TASK ITEM:
Lines below starting with the line with "index dip: (447, 217)" and going on through the line with "ring pip: (149, 140)" must be output exactly; the rest of the records must be left out.

GIVEN RECORDS:
● ● ● ● ● ● ●

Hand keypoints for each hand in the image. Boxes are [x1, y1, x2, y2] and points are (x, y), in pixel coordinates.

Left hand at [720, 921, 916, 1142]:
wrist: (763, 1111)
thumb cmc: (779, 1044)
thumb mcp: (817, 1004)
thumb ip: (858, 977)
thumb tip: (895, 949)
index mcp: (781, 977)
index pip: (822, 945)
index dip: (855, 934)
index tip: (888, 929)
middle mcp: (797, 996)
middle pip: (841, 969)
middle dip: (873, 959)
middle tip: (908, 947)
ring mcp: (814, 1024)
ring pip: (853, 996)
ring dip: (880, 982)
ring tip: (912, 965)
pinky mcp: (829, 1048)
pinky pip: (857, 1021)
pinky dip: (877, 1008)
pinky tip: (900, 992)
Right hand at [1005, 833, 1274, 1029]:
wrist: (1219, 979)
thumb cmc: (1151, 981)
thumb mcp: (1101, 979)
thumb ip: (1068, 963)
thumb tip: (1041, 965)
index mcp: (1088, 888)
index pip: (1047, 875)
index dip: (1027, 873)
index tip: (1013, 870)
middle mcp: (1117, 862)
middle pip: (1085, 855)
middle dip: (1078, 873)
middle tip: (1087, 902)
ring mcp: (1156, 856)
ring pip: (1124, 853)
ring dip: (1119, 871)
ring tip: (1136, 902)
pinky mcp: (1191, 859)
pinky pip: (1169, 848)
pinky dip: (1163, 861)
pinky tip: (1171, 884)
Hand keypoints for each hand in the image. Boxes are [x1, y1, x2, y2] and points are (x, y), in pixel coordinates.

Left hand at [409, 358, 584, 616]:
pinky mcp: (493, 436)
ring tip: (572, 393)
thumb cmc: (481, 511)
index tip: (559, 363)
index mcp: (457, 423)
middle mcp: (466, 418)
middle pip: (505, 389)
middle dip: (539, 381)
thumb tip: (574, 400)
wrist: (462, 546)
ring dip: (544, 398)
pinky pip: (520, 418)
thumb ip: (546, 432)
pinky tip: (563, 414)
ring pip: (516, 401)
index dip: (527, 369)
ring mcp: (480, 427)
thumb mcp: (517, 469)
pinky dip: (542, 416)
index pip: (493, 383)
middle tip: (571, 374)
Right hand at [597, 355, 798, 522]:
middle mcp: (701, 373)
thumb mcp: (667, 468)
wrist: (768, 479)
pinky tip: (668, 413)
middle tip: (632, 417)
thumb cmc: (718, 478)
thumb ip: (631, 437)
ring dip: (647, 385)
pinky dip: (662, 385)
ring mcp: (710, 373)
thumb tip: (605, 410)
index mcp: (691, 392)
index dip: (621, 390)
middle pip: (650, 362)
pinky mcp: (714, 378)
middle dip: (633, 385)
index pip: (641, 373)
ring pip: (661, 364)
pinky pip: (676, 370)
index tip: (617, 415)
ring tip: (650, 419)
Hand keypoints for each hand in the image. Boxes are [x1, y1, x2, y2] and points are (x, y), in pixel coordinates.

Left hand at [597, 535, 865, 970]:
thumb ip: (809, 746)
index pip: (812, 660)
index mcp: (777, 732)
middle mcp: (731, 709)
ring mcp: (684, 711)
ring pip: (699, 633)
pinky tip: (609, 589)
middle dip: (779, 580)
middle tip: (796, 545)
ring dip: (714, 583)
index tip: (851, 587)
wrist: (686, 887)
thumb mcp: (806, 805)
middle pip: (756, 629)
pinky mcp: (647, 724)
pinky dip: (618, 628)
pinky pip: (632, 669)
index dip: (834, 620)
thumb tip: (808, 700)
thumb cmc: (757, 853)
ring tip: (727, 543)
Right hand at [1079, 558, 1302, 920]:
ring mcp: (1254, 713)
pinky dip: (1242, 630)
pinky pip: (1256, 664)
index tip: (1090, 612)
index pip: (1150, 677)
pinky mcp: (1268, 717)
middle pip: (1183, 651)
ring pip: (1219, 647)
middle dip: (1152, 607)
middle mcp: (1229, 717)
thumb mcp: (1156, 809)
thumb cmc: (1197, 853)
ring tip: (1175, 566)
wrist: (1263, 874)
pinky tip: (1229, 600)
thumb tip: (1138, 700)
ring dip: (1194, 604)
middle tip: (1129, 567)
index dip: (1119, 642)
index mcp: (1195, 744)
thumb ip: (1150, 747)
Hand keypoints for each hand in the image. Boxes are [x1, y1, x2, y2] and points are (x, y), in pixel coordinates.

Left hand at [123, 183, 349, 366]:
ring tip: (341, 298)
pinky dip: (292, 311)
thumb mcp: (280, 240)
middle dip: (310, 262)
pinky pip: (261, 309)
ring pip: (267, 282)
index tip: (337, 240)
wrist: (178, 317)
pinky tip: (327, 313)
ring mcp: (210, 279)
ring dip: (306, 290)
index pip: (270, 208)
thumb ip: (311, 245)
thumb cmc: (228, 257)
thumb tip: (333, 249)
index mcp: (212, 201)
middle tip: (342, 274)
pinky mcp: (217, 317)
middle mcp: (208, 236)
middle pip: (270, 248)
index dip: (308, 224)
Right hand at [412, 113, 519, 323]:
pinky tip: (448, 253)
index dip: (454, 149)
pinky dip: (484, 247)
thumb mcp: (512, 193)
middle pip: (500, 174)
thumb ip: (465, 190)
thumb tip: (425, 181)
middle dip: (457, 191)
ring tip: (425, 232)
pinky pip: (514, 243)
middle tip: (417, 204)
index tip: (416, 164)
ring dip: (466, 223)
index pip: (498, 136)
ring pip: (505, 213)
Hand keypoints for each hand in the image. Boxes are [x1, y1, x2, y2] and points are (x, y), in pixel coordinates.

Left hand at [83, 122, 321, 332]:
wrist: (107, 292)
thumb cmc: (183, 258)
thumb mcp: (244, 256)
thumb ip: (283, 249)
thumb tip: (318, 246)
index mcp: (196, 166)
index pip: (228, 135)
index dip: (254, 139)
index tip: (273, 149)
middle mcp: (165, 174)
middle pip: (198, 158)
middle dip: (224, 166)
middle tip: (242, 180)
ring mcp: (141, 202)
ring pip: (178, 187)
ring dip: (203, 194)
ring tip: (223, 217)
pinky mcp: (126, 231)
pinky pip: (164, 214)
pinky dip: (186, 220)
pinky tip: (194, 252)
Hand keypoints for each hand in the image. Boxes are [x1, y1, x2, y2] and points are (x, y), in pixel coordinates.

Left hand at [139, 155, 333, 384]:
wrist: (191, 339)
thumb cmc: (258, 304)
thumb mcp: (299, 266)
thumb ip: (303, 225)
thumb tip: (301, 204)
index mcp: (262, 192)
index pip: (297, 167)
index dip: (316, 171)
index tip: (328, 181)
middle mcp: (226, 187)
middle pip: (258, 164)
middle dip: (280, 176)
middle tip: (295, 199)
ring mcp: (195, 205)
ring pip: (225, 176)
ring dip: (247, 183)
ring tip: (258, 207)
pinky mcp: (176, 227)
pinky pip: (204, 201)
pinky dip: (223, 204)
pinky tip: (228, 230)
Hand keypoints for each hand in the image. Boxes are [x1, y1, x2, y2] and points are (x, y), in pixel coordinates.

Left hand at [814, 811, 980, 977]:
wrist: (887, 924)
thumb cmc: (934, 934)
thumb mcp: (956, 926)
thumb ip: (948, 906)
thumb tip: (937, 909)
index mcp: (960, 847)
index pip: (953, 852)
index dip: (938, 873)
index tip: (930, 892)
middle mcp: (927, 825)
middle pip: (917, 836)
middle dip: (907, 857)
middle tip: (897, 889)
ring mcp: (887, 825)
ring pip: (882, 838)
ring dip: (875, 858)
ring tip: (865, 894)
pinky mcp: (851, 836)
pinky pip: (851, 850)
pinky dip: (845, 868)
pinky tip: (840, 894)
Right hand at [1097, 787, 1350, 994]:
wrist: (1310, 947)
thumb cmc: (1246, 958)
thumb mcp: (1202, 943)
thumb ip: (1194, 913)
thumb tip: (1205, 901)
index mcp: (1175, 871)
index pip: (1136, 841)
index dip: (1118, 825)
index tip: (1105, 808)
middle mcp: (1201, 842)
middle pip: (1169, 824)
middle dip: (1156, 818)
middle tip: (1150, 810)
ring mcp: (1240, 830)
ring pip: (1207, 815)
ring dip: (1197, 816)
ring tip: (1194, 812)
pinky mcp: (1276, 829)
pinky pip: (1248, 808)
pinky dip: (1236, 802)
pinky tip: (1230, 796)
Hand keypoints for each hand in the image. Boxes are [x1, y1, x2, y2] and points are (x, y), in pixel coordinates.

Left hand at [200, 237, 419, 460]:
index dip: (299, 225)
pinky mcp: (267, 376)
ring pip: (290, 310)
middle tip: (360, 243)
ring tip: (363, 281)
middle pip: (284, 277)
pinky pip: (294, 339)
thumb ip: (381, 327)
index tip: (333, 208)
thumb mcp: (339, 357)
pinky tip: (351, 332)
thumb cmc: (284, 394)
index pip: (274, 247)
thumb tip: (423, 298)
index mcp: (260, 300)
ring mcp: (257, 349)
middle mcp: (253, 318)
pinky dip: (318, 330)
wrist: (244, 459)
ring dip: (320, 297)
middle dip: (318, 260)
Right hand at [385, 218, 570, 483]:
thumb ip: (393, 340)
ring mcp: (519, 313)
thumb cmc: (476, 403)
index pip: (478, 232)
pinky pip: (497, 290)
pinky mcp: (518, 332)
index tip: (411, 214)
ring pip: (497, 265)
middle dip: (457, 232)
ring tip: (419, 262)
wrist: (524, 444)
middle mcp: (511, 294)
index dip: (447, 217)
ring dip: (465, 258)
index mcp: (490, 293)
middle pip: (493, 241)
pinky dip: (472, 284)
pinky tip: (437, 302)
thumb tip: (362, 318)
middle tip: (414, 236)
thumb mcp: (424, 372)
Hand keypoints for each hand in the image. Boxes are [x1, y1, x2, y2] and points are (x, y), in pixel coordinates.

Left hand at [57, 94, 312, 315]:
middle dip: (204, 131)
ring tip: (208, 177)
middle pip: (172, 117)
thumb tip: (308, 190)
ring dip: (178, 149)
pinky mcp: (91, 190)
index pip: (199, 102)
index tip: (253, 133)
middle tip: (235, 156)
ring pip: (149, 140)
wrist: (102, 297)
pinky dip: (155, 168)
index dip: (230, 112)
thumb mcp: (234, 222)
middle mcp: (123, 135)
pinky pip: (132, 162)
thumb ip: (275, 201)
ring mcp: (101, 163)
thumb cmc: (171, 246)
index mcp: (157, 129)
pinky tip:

● ● ● ● ● ● ●

RESPONSE:
index dip: (447, 217)
ring dip: (465, 258)
index mcp: (490, 293)
middle pip: (493, 241)
pinky dip: (472, 284)
pinky tip: (437, 302)
thumb tip: (362, 318)
middle tip: (414, 236)
thumb mcp: (424, 372)
Hand keypoints for each hand in the image. Boxes are [x1, y1, x2, y2] and points are (x, y), in pixel coordinates.

Left hand at [57, 94, 312, 315]:
middle dip: (204, 131)
ring tip: (208, 177)
middle pip: (172, 117)
thumb tip: (308, 190)
ring dip: (178, 149)
pinky mcp: (91, 190)
index pip: (199, 102)
index tip: (253, 133)
middle tip: (235, 156)
ring pip: (149, 140)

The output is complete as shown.